▸ Required action
Wherever the word "node" turns up in a line of the entries, copy that line.

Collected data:
════
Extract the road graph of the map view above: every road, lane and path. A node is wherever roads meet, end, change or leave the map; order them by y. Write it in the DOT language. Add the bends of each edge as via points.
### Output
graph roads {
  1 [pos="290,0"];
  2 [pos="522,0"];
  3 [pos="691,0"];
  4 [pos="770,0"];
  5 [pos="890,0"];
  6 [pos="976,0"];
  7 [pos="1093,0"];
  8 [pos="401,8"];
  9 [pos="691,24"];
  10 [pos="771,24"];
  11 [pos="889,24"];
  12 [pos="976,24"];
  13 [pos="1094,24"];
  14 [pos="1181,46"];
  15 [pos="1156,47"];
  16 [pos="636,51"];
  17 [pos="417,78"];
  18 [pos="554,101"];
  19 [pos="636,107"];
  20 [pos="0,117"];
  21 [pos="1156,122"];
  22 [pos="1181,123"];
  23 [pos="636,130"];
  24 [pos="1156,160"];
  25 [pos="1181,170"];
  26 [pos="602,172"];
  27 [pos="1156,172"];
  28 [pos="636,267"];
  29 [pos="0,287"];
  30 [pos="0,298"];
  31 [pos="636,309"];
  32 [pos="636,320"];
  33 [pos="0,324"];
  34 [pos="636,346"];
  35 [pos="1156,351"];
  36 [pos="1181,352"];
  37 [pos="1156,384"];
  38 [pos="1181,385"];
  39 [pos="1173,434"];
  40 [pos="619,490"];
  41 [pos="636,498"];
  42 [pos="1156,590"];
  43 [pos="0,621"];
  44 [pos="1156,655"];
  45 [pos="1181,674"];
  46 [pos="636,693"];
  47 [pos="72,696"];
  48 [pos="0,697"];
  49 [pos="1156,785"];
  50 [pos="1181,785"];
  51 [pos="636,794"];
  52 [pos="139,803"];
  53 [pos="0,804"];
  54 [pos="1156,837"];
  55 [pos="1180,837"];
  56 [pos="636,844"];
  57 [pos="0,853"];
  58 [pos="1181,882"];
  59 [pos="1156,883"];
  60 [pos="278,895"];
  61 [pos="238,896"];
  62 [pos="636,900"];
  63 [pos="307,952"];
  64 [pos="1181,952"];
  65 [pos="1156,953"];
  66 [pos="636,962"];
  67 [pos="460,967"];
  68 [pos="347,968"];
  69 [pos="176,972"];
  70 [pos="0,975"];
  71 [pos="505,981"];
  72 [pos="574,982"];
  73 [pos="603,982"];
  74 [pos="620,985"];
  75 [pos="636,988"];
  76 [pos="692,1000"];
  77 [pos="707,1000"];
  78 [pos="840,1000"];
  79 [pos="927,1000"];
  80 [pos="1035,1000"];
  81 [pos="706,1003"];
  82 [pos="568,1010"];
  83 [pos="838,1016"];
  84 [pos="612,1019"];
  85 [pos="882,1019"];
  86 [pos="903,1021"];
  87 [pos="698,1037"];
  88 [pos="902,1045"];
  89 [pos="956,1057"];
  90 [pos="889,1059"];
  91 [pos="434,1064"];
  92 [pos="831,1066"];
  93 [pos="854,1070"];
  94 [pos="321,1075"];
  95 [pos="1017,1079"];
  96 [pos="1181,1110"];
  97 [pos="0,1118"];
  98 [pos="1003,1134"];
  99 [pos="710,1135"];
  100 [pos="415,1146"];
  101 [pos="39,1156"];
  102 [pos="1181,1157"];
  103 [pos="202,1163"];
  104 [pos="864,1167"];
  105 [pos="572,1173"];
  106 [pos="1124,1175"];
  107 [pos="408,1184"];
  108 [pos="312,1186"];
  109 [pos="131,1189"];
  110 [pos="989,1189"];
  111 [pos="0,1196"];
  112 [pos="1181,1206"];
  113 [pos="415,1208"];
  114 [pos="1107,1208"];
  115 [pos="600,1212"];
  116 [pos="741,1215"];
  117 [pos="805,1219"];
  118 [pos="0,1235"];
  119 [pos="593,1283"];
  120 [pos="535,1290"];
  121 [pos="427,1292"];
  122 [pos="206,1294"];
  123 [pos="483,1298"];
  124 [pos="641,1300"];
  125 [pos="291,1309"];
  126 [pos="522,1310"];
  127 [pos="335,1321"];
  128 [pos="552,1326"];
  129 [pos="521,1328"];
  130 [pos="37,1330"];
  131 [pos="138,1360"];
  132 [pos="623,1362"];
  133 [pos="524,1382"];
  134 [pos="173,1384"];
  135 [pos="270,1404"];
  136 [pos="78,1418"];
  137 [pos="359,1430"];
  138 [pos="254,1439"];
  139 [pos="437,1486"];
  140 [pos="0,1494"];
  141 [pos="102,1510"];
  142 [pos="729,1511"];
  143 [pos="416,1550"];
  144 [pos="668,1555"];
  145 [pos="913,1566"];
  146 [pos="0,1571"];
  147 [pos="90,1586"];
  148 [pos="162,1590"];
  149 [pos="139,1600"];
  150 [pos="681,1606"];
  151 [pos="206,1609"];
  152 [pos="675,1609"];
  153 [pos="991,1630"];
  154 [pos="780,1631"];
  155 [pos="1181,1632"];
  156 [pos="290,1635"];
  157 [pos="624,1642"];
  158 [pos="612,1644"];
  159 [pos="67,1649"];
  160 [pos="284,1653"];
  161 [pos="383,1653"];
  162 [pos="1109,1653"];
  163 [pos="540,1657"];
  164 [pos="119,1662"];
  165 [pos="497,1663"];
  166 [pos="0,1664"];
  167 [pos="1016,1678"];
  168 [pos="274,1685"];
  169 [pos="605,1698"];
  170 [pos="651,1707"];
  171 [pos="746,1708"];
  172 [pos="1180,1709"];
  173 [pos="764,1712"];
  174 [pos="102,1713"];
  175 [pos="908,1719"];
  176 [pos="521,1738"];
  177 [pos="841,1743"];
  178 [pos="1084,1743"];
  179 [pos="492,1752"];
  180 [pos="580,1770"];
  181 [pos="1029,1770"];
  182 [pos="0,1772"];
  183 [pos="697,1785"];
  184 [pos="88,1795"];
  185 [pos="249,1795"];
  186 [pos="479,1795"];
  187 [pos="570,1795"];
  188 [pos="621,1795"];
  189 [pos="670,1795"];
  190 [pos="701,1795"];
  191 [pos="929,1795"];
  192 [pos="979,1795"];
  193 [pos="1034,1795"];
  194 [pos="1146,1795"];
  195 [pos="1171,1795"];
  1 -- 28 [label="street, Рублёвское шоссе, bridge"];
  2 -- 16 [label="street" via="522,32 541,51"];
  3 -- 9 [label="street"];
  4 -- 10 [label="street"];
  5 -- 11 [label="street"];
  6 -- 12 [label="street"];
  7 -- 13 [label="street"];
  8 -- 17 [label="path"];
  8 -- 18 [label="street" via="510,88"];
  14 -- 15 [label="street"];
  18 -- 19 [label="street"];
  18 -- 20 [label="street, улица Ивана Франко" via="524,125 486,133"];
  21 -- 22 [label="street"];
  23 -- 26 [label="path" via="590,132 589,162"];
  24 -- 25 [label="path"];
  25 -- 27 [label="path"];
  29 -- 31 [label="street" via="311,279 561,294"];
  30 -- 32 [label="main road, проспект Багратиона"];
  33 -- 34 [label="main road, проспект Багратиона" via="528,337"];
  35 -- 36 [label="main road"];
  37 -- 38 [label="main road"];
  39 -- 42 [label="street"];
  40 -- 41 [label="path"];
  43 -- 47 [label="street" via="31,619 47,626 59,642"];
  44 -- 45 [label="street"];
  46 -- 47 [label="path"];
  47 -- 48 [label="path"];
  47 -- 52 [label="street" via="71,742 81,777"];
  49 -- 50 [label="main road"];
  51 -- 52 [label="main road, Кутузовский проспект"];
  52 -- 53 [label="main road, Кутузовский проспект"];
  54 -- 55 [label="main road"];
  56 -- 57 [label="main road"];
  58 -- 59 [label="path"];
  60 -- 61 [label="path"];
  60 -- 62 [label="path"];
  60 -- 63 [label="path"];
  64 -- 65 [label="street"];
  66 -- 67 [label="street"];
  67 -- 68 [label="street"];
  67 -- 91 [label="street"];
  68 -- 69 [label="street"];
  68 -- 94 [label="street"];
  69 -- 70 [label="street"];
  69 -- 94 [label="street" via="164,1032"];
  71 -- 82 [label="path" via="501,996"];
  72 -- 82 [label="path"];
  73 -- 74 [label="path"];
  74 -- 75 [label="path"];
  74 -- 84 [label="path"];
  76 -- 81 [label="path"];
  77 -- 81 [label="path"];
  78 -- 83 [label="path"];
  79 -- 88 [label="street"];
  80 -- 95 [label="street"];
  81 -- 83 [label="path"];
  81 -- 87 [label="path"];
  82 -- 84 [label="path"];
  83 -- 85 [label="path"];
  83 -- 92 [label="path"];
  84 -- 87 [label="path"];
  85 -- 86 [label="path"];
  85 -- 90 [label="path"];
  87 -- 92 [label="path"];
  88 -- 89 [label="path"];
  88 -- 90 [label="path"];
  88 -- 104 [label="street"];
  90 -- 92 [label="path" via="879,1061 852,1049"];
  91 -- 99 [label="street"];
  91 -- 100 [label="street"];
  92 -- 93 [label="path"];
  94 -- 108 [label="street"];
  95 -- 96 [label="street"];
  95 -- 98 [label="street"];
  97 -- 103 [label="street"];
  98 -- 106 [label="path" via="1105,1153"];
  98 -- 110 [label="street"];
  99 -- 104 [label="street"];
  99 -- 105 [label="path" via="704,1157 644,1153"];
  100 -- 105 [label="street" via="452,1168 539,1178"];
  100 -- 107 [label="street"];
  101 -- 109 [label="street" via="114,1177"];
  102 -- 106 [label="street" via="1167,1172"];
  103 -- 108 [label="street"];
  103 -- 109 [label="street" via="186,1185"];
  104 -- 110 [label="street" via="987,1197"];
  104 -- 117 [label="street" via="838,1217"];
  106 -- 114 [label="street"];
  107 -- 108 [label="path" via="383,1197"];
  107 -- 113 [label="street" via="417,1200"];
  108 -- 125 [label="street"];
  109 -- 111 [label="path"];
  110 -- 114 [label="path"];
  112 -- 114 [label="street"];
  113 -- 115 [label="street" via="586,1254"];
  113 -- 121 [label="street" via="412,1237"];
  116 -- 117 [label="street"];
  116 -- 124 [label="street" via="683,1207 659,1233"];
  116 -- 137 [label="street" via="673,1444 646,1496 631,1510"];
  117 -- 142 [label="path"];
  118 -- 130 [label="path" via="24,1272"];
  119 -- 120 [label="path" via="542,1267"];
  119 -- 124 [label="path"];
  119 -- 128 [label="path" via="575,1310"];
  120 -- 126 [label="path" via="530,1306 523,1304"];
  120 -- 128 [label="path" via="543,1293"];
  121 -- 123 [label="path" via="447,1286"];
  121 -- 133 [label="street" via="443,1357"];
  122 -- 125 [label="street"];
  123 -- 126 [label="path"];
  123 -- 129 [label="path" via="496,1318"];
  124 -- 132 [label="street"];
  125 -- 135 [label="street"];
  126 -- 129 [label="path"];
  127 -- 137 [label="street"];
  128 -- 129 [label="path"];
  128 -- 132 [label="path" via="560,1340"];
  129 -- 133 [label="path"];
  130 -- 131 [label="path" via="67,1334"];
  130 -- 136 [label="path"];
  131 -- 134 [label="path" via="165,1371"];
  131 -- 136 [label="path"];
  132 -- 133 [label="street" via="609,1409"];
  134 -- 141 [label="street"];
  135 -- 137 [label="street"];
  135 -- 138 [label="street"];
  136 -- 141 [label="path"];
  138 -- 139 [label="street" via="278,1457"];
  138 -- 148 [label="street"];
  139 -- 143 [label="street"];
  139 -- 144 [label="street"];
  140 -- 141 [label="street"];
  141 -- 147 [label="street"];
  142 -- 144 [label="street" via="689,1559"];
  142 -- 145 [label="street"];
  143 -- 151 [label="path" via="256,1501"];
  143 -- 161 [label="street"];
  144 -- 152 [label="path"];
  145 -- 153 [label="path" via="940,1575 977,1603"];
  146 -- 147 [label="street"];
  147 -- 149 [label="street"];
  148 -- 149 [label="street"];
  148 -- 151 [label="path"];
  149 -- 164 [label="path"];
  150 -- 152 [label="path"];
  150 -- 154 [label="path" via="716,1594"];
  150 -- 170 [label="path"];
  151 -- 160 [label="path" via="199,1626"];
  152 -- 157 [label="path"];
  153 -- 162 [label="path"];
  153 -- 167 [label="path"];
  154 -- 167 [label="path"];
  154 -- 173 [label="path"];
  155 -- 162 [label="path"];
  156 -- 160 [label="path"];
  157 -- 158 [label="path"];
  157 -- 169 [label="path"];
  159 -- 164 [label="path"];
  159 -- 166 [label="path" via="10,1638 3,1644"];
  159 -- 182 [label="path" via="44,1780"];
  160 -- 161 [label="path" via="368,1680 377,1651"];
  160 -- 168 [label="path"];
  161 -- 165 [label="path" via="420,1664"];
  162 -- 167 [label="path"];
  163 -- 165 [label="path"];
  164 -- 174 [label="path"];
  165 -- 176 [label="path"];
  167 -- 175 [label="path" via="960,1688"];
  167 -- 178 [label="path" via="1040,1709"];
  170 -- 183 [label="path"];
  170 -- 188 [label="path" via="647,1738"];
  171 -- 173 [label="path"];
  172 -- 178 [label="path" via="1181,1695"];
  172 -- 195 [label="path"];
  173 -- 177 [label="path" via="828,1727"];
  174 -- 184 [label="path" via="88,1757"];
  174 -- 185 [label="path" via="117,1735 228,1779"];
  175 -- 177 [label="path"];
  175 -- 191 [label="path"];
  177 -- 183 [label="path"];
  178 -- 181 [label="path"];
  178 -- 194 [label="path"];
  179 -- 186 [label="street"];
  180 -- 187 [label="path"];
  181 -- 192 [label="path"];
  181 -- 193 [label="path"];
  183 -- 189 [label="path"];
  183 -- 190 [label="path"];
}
════
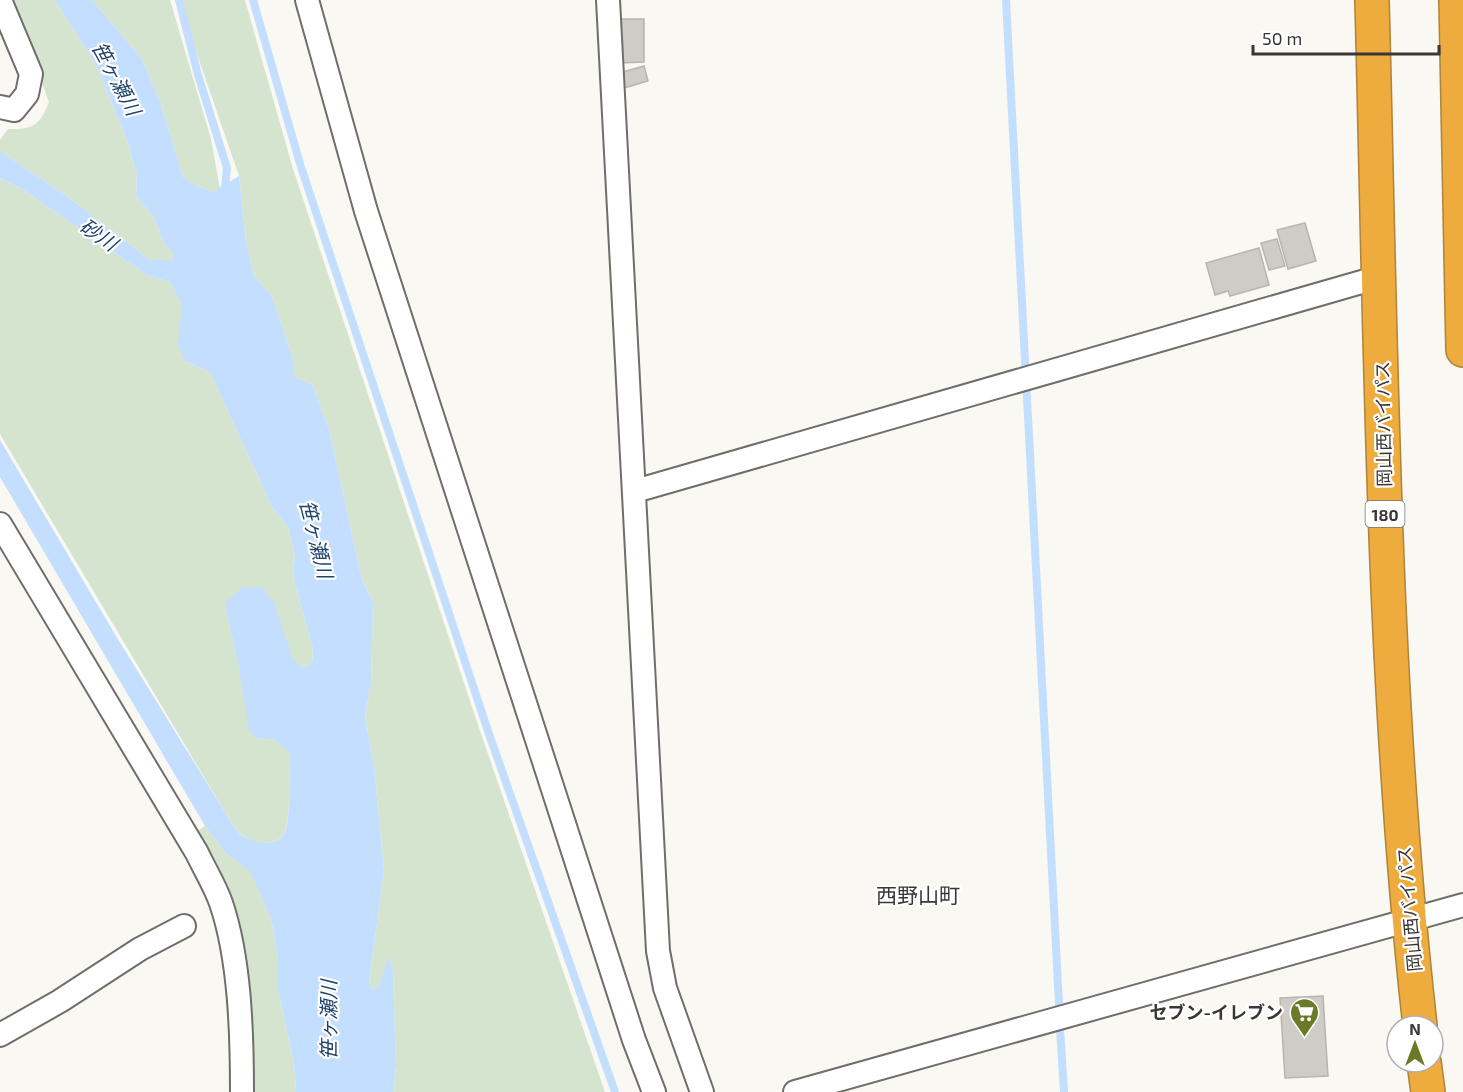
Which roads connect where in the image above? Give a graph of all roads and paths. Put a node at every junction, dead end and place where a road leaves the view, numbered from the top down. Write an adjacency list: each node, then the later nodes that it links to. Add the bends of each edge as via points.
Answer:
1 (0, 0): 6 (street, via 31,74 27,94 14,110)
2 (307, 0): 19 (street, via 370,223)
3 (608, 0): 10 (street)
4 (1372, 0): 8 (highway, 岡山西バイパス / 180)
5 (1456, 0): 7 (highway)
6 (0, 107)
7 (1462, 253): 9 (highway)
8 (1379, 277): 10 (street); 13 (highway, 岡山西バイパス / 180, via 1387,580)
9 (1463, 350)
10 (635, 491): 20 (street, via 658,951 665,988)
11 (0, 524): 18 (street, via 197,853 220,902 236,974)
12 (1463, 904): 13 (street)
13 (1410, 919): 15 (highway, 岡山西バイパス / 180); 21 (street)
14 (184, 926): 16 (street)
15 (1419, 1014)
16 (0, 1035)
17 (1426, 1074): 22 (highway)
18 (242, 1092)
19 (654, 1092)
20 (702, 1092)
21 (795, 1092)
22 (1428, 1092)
════
▸ Task answer
Extract the road graph of the map view above: every road, lane and path. A node is wherever roads meet, end, change or leave the map; order them by y. Write it in the DOT language. Add the bends of each edge as via points.
Which roads connect where in the image above? Give a graph of all roads and paths. Put a node at every junction, dead end and place where a road leaves the view, numbered from the top down. Write an adjacency list: each node, then the later nodes that it links to. Add the bends of each edge as via points.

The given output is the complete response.